● **Problem**:
Copy the data that follows exactly as it is, excluding all pictures.

● **Entries provided**:
-- Opening Marker --

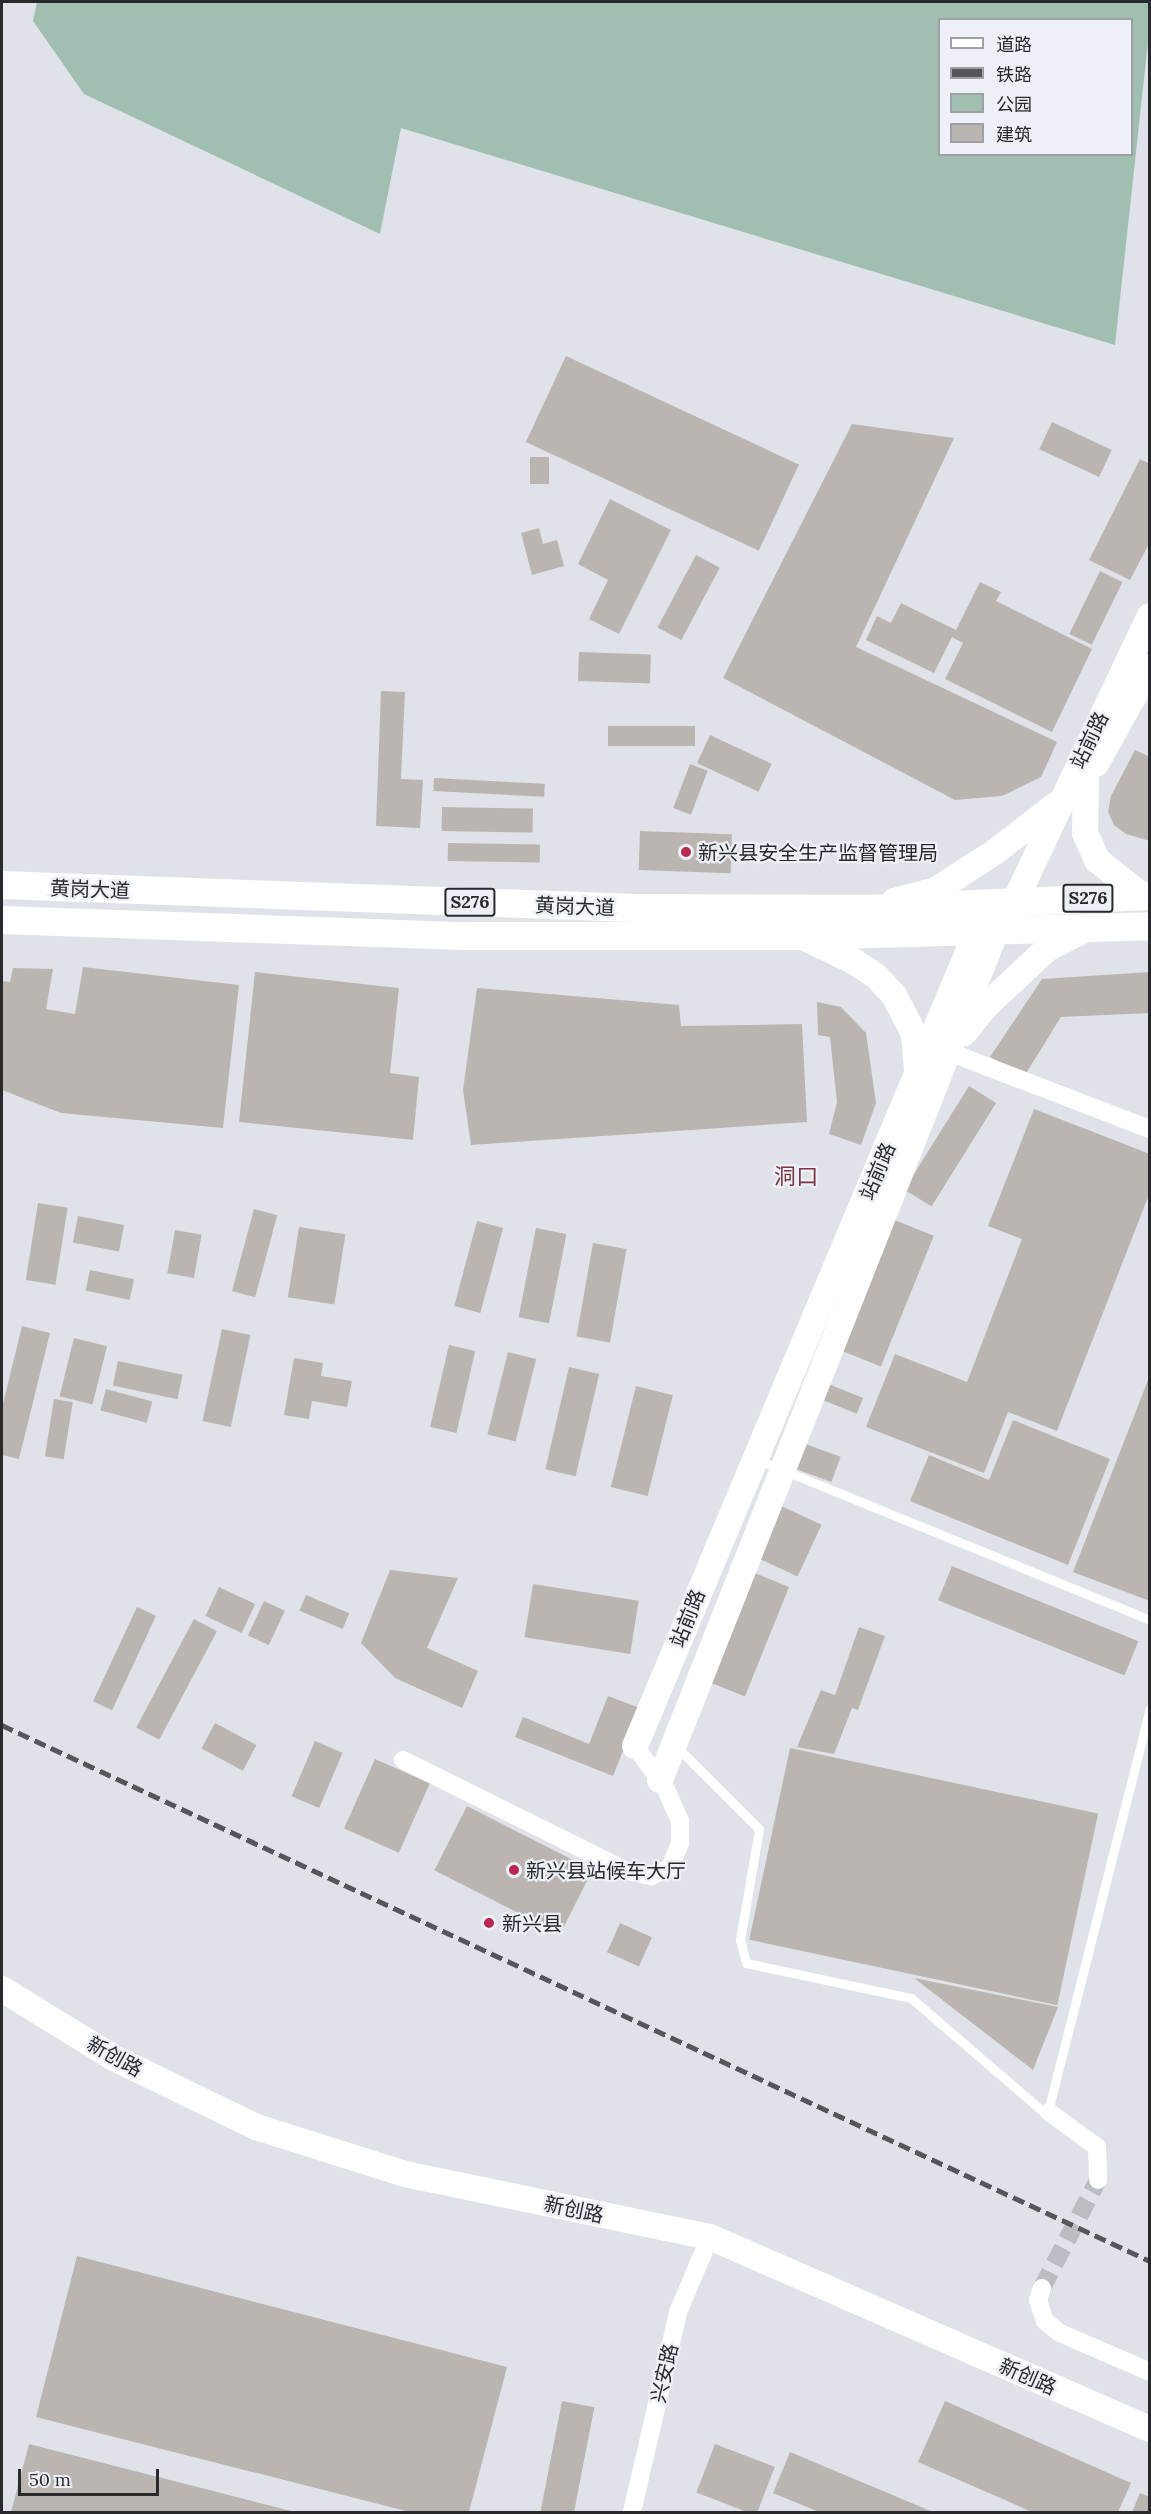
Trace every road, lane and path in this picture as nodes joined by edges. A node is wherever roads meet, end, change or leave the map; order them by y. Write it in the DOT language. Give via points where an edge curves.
graph roads {
  1 [pos="1149,616"];
  2 [pos="1149,667"];
  3 [pos="1086,781"];
  4 [pos="1059,802"];
  5 [pos="2,885"];
  6 [pos="75,889"];
  7 [pos="1146,896"];
  8 [pos="1024,901"];
  9 [pos="865,909"];
  10 [pos="2,920"];
  11 [pos="73,922"];
  12 [pos="1149,926"];
  13 [pos="1089,928"];
  14 [pos="986,931"];
  15 [pos="801,936"];
  16 [pos="948,1052"];
  17 [pos="918,1076"];
  18 [pos="1149,1129"];
  19 [pos="754,1458"];
  20 [pos="783,1470"];
  21 [pos="1149,1620"];
  22 [pos="1149,1709"];
  23 [pos="675,1744"];
  24 [pos="635,1746"];
  25 [pos="403,1760"];
  26 [pos="660,1780"];
  27 [pos="2,1989"];
  28 [pos="1049,2112"];
  29 [pos="1098,2180"];
  30 [pos="710,2237"];
  31 [pos="1042,2288"];
  32 [pos="1149,2372"];
  33 [pos="1149,2429"];
  34 [pos="632,2512"];
  1 -- 4 [label="street, 站前路"];
  2 -- 3 [label="street, 站前路"];
  3 -- 7 [label="street" via="1085,832 1097,860"];
  3 -- 8 [label="street, 站前路"];
  4 -- 8 [label="street, 站前路"];
  4 -- 9 [label="street" via="996,851 936,890"];
  5 -- 6 [label="main road, 黄岗大道 / S276"];
  6 -- 9 [label="main road, 黄岗大道 / S276" via="634,908"];
  6 -- 11 [label="main road"];
  7 -- 8 [label="main road, 黄岗大道 / S276"];
  8 -- 9 [label="main road, 黄岗大道 / S276"];
  8 -- 14 [label="street, 站前路"];
  10 -- 11 [label="main road, 黄岗大道 / S276"];
  11 -- 15 [label="main road, 黄岗大道 / S276" via="471,936"];
  12 -- 13 [label="main road, 黄岗大道 / S276"];
  13 -- 14 [label="main road, 黄岗大道 / S276"];
  13 -- 16 [label="street" via="1047,949 987,1005"];
  14 -- 15 [label="main road, 黄岗大道 / S276"];
  14 -- 16 [label="street, 站前路"];
  14 -- 17 [label="street, 站前路"];
  15 -- 17 [label="street" via="855,962 894,995 914,1034"];
  16 -- 18 [label="street"];
  16 -- 20 [label="street, 站前路"];
  17 -- 19 [label="street, 站前路"];
  19 -- 20 [label="lane"];
  19 -- 24 [label="street, 站前路"];
  20 -- 21 [label="lane"];
  20 -- 23 [label="street, 站前路"];
  22 -- 28 [label="lane"];
  23 -- 26 [label="street, 站前路"];
  23 -- 28 [label="lane" via="759,1829 740,1940 746,1963 911,1998 1043,2113"];
  24 -- 26 [label="street"];
  25 -- 26 [label="street" via="627,1871 651,1876 670,1868 680,1843 680,1821"];
  27 -- 30 [label="street, 新创路" via="112,2057 256,2127 405,2174"];
  28 -- 29 [label="street" via="1097,2147"];
  30 -- 33 [label="street, 新创路"];
  30 -- 34 [label="street, 兴安路" via="678,2312"];
  31 -- 32 [label="street" via="1038,2300 1045,2321 1060,2333"];
}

-- Closing Marker --

● **Output for this exercise**:
Trace every road, lane and path in this picture as nodes joined by edges. A node is wherever roads meet, end, change or leave the map; order them by y. Write it in the DOT language. Give via points where an edge curves.
graph roads {
  1 [pos="1149,616"];
  2 [pos="1149,667"];
  3 [pos="1086,781"];
  4 [pos="1059,802"];
  5 [pos="2,885"];
  6 [pos="75,889"];
  7 [pos="1146,896"];
  8 [pos="1024,901"];
  9 [pos="865,909"];
  10 [pos="2,920"];
  11 [pos="73,922"];
  12 [pos="1149,926"];
  13 [pos="1089,928"];
  14 [pos="986,931"];
  15 [pos="801,936"];
  16 [pos="948,1052"];
  17 [pos="918,1076"];
  18 [pos="1149,1129"];
  19 [pos="754,1458"];
  20 [pos="783,1470"];
  21 [pos="1149,1620"];
  22 [pos="1149,1709"];
  23 [pos="675,1744"];
  24 [pos="635,1746"];
  25 [pos="403,1760"];
  26 [pos="660,1780"];
  27 [pos="2,1989"];
  28 [pos="1049,2112"];
  29 [pos="1098,2180"];
  30 [pos="710,2237"];
  31 [pos="1042,2288"];
  32 [pos="1149,2372"];
  33 [pos="1149,2429"];
  34 [pos="632,2512"];
  1 -- 4 [label="street, 站前路"];
  2 -- 3 [label="street, 站前路"];
  3 -- 7 [label="street" via="1085,832 1097,860"];
  3 -- 8 [label="street, 站前路"];
  4 -- 8 [label="street, 站前路"];
  4 -- 9 [label="street" via="996,851 936,890"];
  5 -- 6 [label="main road, 黄岗大道 / S276"];
  6 -- 9 [label="main road, 黄岗大道 / S276" via="634,908"];
  6 -- 11 [label="main road"];
  7 -- 8 [label="main road, 黄岗大道 / S276"];
  8 -- 9 [label="main road, 黄岗大道 / S276"];
  8 -- 14 [label="street, 站前路"];
  10 -- 11 [label="main road, 黄岗大道 / S276"];
  11 -- 15 [label="main road, 黄岗大道 / S276" via="471,936"];
  12 -- 13 [label="main road, 黄岗大道 / S276"];
  13 -- 14 [label="main road, 黄岗大道 / S276"];
  13 -- 16 [label="street" via="1047,949 987,1005"];
  14 -- 15 [label="main road, 黄岗大道 / S276"];
  14 -- 16 [label="street, 站前路"];
  14 -- 17 [label="street, 站前路"];
  15 -- 17 [label="street" via="855,962 894,995 914,1034"];
  16 -- 18 [label="street"];
  16 -- 20 [label="street, 站前路"];
  17 -- 19 [label="street, 站前路"];
  19 -- 20 [label="lane"];
  19 -- 24 [label="street, 站前路"];
  20 -- 21 [label="lane"];
  20 -- 23 [label="street, 站前路"];
  22 -- 28 [label="lane"];
  23 -- 26 [label="street, 站前路"];
  23 -- 28 [label="lane" via="759,1829 740,1940 746,1963 911,1998 1043,2113"];
  24 -- 26 [label="street"];
  25 -- 26 [label="street" via="627,1871 651,1876 670,1868 680,1843 680,1821"];
  27 -- 30 [label="street, 新创路" via="112,2057 256,2127 405,2174"];
  28 -- 29 [label="street" via="1097,2147"];
  30 -- 33 [label="street, 新创路"];
  30 -- 34 [label="street, 兴安路" via="678,2312"];
  31 -- 32 [label="street" via="1038,2300 1045,2321 1060,2333"];
}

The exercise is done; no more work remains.